Established in 1987 (with the first wines released in 1994), the bodega has 164 hectares of tempranillo (commonly referred to as tinto fino in Ribera del Duero) planted at an altitude of 811 metres (2660 feet).
It was one of the first chateau style vineyards, with all of the vines surrounding the bodega, in Spain (still something that is quite unusual in Spanish wineries).
The wines from this bodega are considered to be the most traditional of those produced by Grupo Pesqera, with many regarding it as sitting below Tinto Pesquera in quality terms. Personally I think the wine from here are just different from those of Tinto Pesquera.

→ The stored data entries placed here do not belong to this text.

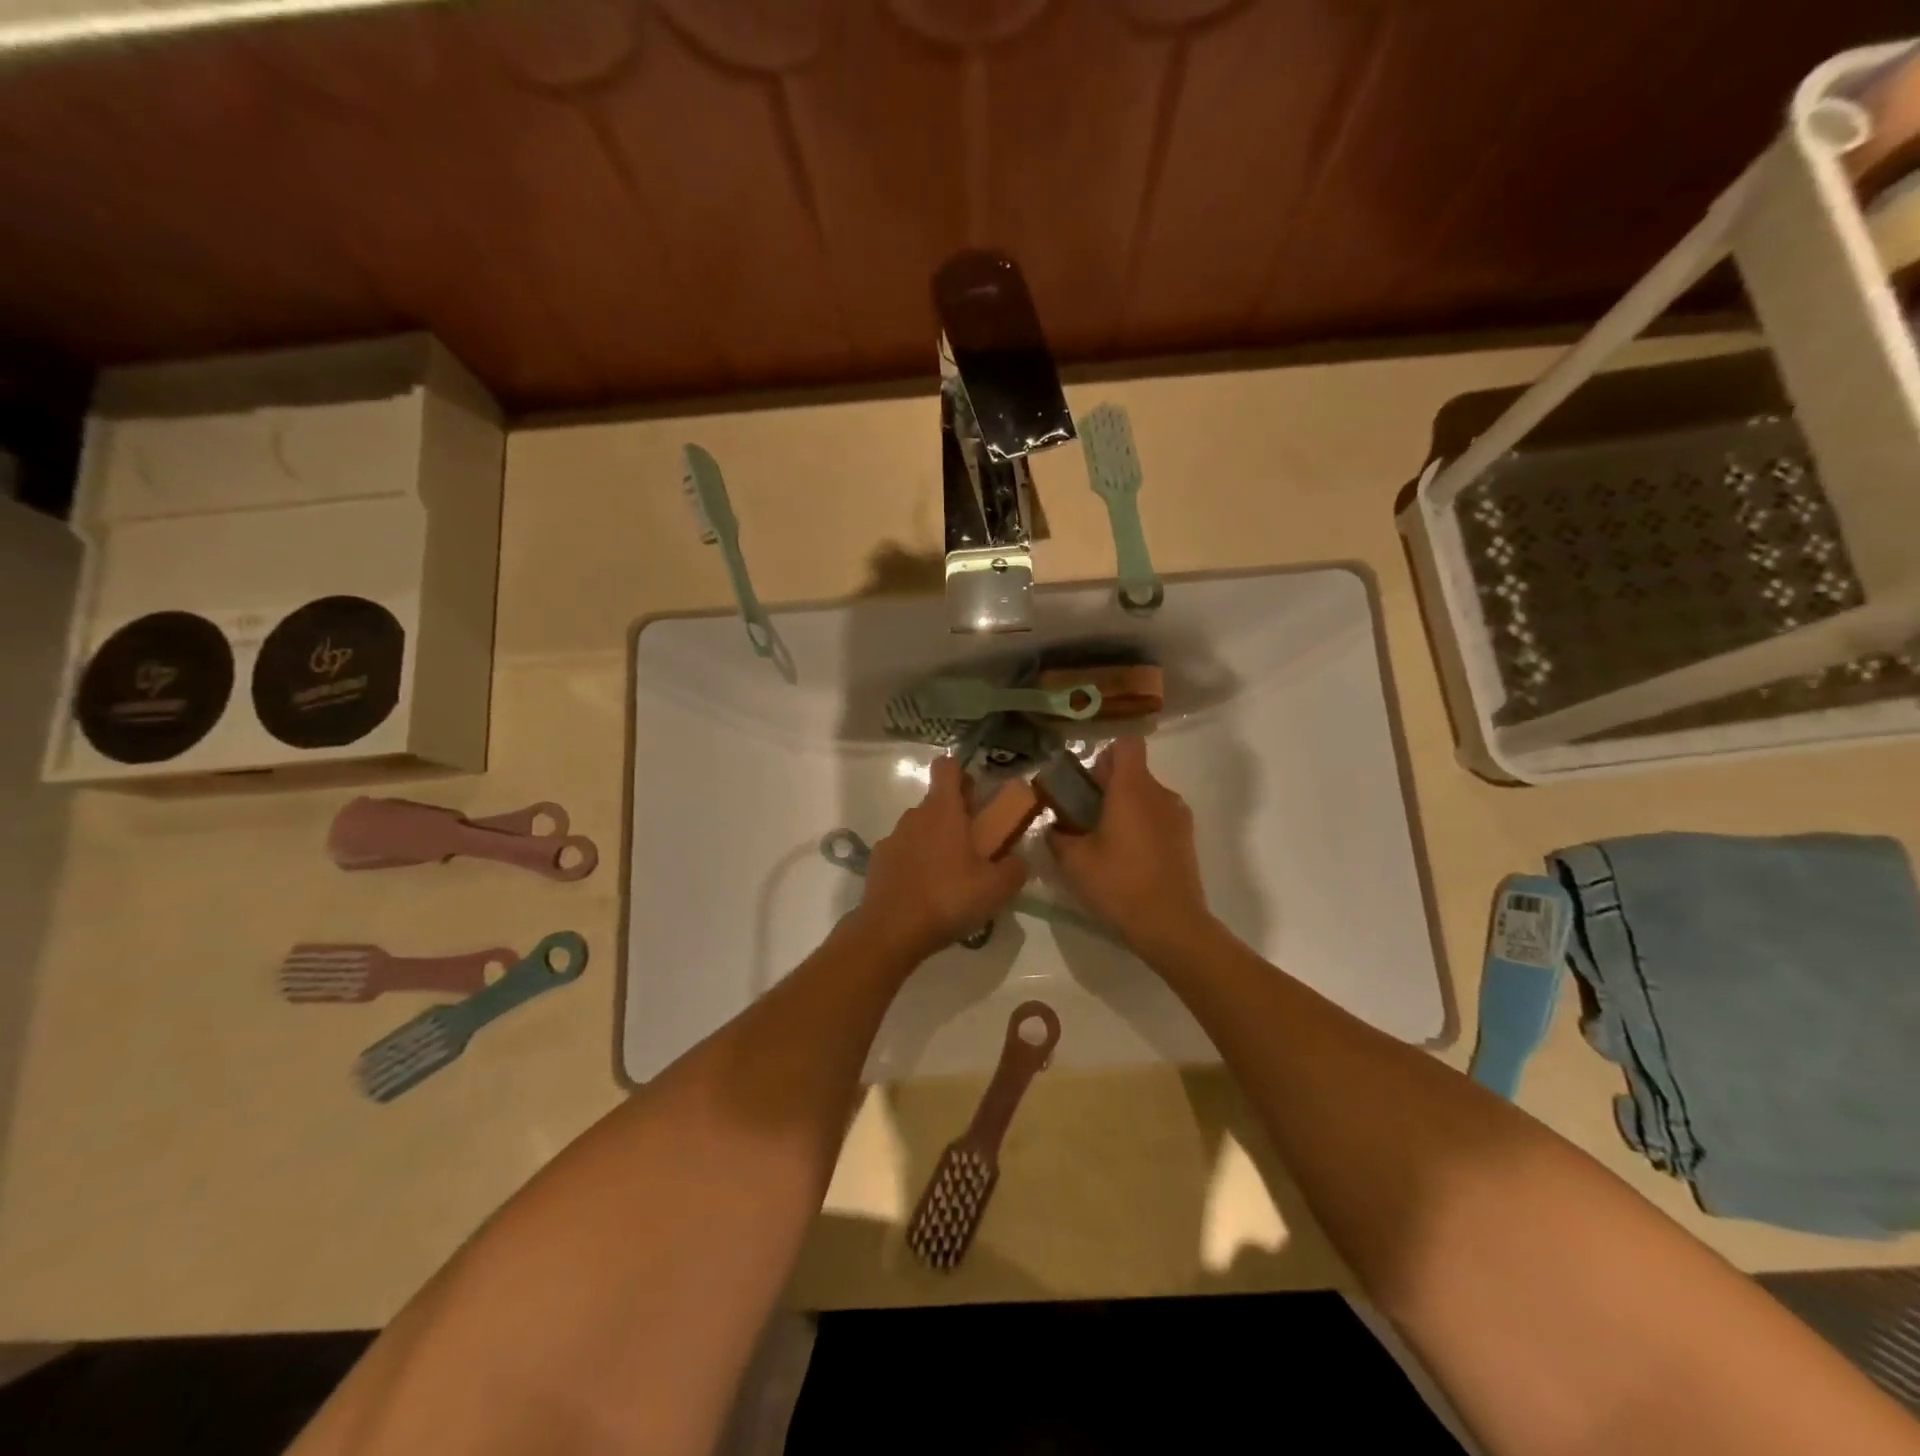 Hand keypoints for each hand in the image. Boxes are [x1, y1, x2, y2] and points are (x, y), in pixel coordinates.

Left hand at [854, 756, 1029, 961]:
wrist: (891, 931)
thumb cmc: (948, 898)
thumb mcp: (996, 888)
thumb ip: (1014, 869)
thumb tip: (1018, 861)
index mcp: (943, 810)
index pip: (947, 767)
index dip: (962, 773)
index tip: (975, 794)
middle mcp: (914, 816)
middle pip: (936, 801)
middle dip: (955, 816)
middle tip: (975, 846)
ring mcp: (892, 838)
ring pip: (919, 828)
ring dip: (935, 841)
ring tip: (951, 876)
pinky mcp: (877, 862)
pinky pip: (903, 853)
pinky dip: (915, 863)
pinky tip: (925, 892)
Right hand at [1048, 736, 1213, 956]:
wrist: (1172, 925)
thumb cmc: (1119, 884)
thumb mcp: (1074, 861)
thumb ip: (1058, 835)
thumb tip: (1055, 827)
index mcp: (1132, 789)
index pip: (1126, 744)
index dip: (1104, 755)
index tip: (1087, 782)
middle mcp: (1160, 794)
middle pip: (1133, 771)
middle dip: (1106, 786)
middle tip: (1083, 818)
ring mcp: (1178, 816)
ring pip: (1146, 796)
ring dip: (1124, 807)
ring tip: (1104, 842)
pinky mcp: (1186, 839)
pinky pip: (1158, 817)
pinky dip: (1141, 826)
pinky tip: (1127, 859)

It is also subject to the coolest climate of all of Grupo Pesquera’s vineyards and thus is picked the latest.
The crianza wines are aged for 18 months in American oak and then 6 months in the bottle before release.

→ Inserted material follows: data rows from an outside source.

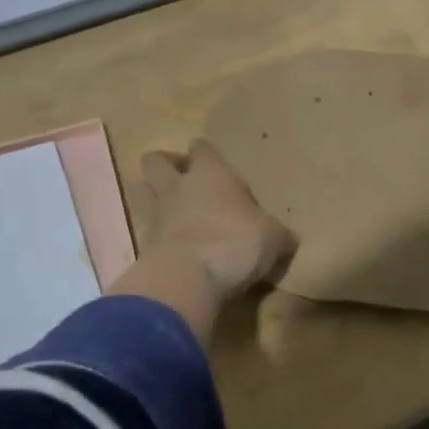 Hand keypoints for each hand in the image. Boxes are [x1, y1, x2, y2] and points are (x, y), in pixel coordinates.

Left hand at [130, 139, 295, 302]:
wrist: (189, 279)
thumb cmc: (235, 243)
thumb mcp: (273, 239)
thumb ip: (278, 234)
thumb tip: (289, 240)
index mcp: (211, 174)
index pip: (202, 149)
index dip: (204, 153)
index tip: (212, 162)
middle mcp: (178, 186)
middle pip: (156, 160)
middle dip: (165, 165)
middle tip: (181, 179)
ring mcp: (156, 214)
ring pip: (139, 189)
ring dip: (148, 193)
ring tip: (165, 206)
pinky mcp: (143, 245)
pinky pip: (142, 229)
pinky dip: (151, 233)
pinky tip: (166, 244) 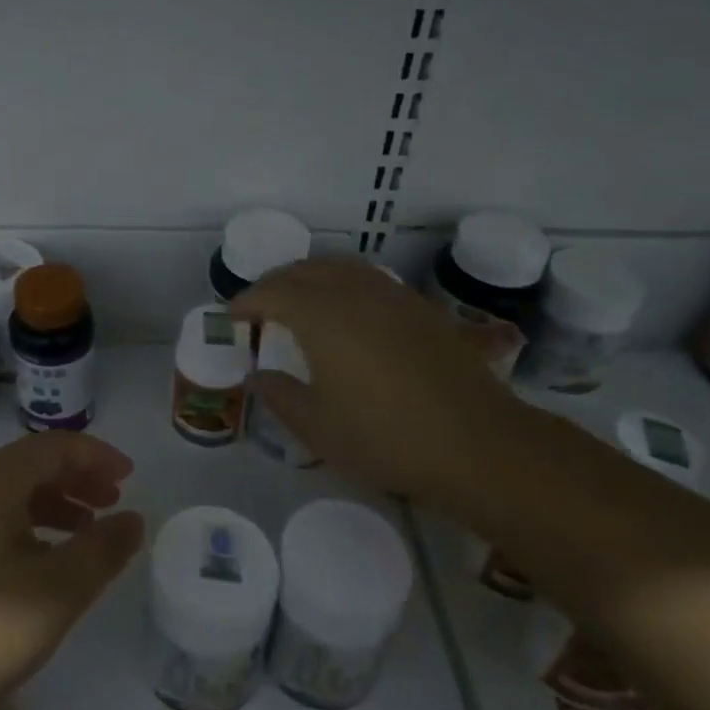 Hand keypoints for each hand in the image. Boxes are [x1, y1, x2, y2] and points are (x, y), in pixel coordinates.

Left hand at [0, 433, 144, 709]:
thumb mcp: (54, 593)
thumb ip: (101, 551)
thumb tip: (133, 519)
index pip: (53, 446)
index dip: (96, 456)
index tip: (129, 478)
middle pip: (27, 467)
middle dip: (75, 480)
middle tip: (110, 505)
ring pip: (5, 497)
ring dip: (49, 508)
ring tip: (80, 538)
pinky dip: (20, 531)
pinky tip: (32, 570)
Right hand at [231, 256, 519, 498]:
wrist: (478, 442)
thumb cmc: (387, 436)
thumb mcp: (319, 428)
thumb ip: (281, 397)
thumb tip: (257, 377)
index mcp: (321, 316)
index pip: (273, 294)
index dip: (247, 301)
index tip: (232, 316)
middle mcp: (354, 293)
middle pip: (305, 271)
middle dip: (276, 282)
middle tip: (260, 304)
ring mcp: (392, 296)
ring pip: (340, 267)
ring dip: (311, 276)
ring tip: (299, 297)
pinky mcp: (421, 308)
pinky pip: (370, 279)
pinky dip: (344, 282)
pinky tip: (349, 308) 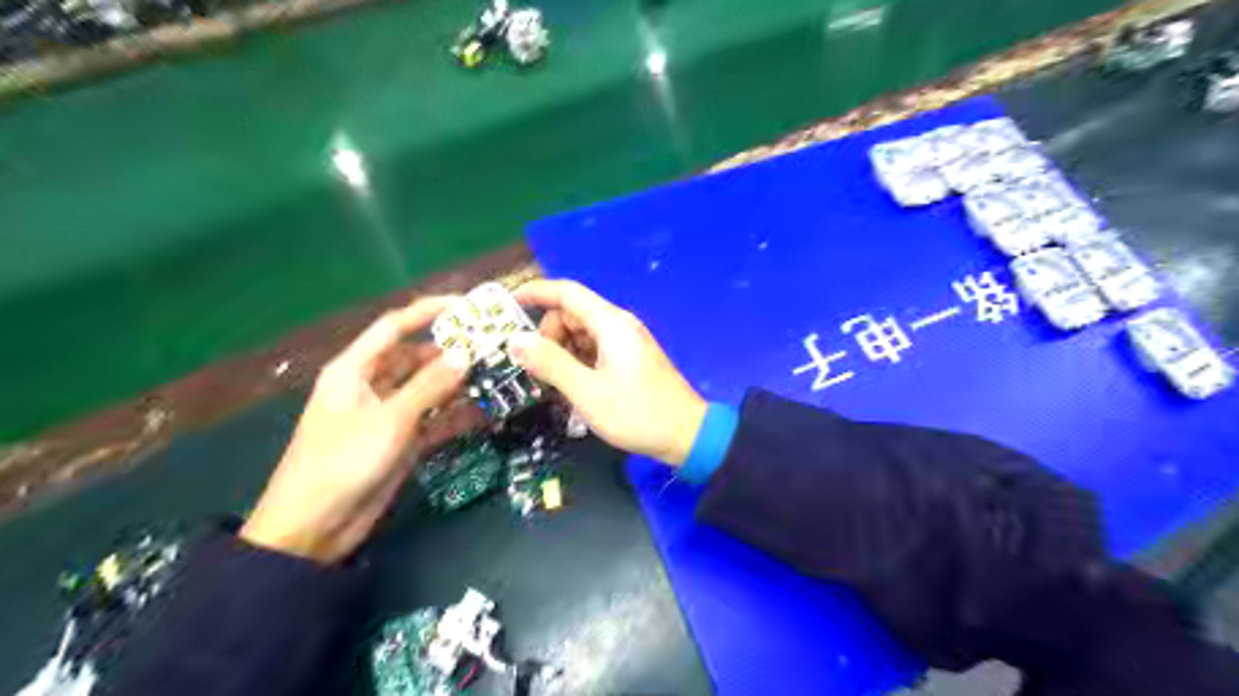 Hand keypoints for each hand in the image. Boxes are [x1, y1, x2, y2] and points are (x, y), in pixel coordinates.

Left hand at [241, 298, 468, 566]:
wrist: (314, 527)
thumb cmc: (342, 462)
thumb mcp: (389, 419)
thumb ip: (430, 386)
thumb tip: (465, 354)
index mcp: (355, 369)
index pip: (395, 326)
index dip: (429, 311)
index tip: (467, 305)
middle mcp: (373, 385)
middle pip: (417, 356)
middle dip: (452, 350)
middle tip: (493, 346)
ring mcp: (389, 413)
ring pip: (429, 387)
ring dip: (458, 382)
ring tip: (496, 374)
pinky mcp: (402, 439)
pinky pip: (434, 418)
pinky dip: (456, 414)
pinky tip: (485, 410)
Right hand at [511, 277, 706, 466]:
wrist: (686, 435)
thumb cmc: (637, 412)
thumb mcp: (587, 391)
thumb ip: (550, 363)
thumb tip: (515, 340)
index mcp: (611, 324)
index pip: (567, 292)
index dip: (536, 292)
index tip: (507, 304)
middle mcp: (618, 326)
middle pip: (571, 315)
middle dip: (549, 337)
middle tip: (539, 372)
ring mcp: (625, 344)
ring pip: (581, 335)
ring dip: (562, 354)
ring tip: (554, 386)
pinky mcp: (629, 361)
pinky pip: (594, 351)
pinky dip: (577, 363)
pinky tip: (573, 390)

All the wines are unfiltered and unfined (so be wary of sendiment).
Condado de Haza 2015
Condado de Haza 2006
Big jump in vintages, with the 2006 regarded as a decent vintage but one that suffers a bit in comparison with the highly regarded 2004 and 2005 vintages.
In the glass there was a surprise lack of difference between the colour of
this wine and the 2015.
On the nose there was the rich dark fruit hit that the 2015 had, but (at least to me) it lacked the other notes that came with the 2015.

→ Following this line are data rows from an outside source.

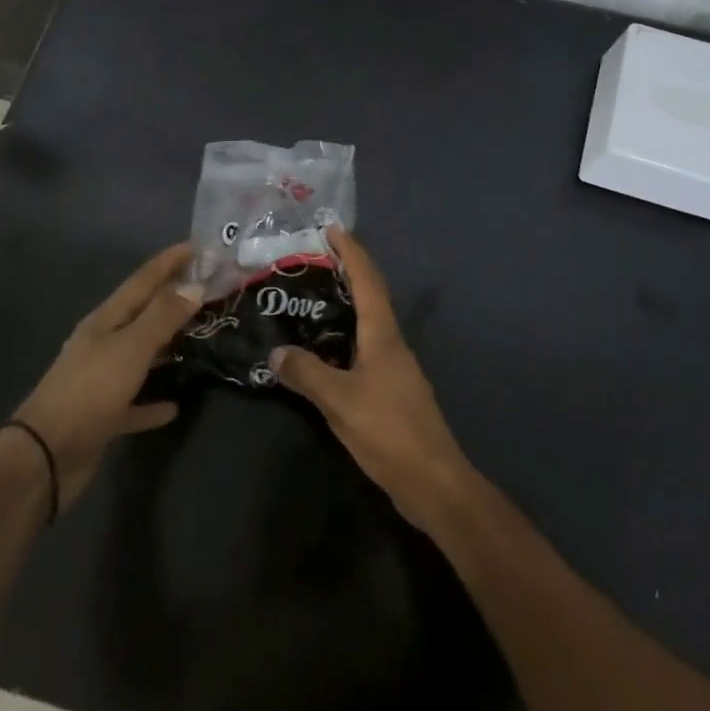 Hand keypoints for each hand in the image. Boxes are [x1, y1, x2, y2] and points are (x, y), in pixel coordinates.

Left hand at [6, 244, 200, 507]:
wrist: (44, 457)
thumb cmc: (89, 392)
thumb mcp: (130, 349)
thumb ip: (162, 317)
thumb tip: (193, 286)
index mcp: (105, 321)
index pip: (142, 281)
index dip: (169, 261)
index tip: (198, 246)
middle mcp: (102, 344)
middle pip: (142, 313)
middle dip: (172, 298)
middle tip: (207, 288)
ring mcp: (100, 380)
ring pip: (140, 354)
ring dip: (166, 344)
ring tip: (198, 336)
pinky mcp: (102, 416)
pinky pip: (134, 402)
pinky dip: (153, 401)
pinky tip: (174, 406)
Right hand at [267, 228, 473, 529]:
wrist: (433, 481)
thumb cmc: (390, 432)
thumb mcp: (341, 401)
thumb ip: (307, 374)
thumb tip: (276, 352)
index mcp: (383, 335)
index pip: (368, 280)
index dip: (351, 251)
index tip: (331, 228)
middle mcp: (391, 342)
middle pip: (370, 295)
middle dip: (346, 272)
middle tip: (310, 260)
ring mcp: (394, 367)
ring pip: (367, 322)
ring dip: (344, 304)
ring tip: (309, 298)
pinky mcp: (390, 389)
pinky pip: (363, 348)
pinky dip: (343, 336)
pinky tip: (321, 349) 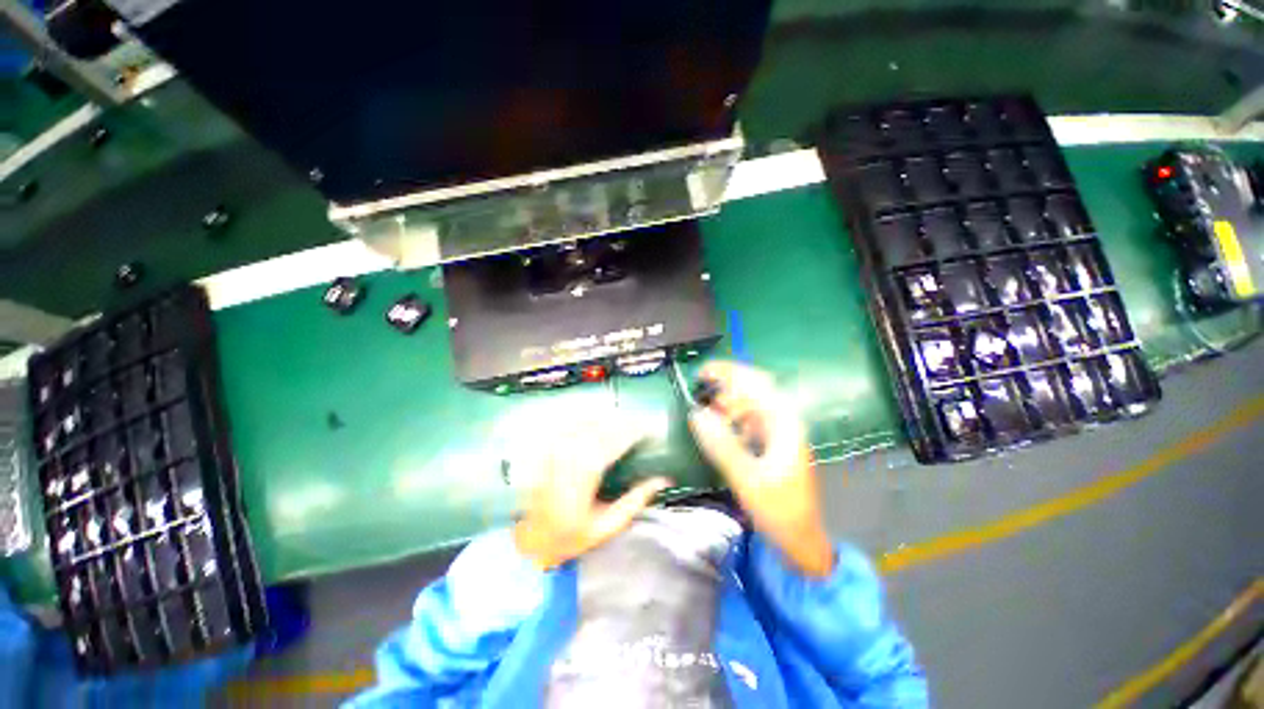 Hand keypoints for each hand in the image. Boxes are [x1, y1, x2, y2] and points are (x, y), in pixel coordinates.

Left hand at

On the palate, I found it a bit hot, with a touch of astringency. Lacking in length, it tailed off quite quickly. I am not sure where this wine is going and am not convinced it will develop any further.
My lowest scoring of the Condado wines on the night and one to drink up now if you have any.
I preferred the 2015 and think that will develop into a better wine. This I think one is pretty much done development wise.
Price: Around the £26 mark.
Condado de Haza 2005
After the 2006, this was more like it. A big nose with plenty of dark fruit and vanilla spice (from the oak). It also offered up touches of leather as it developed in the glass.
On the palate it was a fruit bomb, with loads of blackcurrant and blackberry coming through. A nice level of acidity, however, kept it all in balance.
Plenty of life left in this wine, with tannins still there. Consensus of opinion at the tasting was this is yet to peak.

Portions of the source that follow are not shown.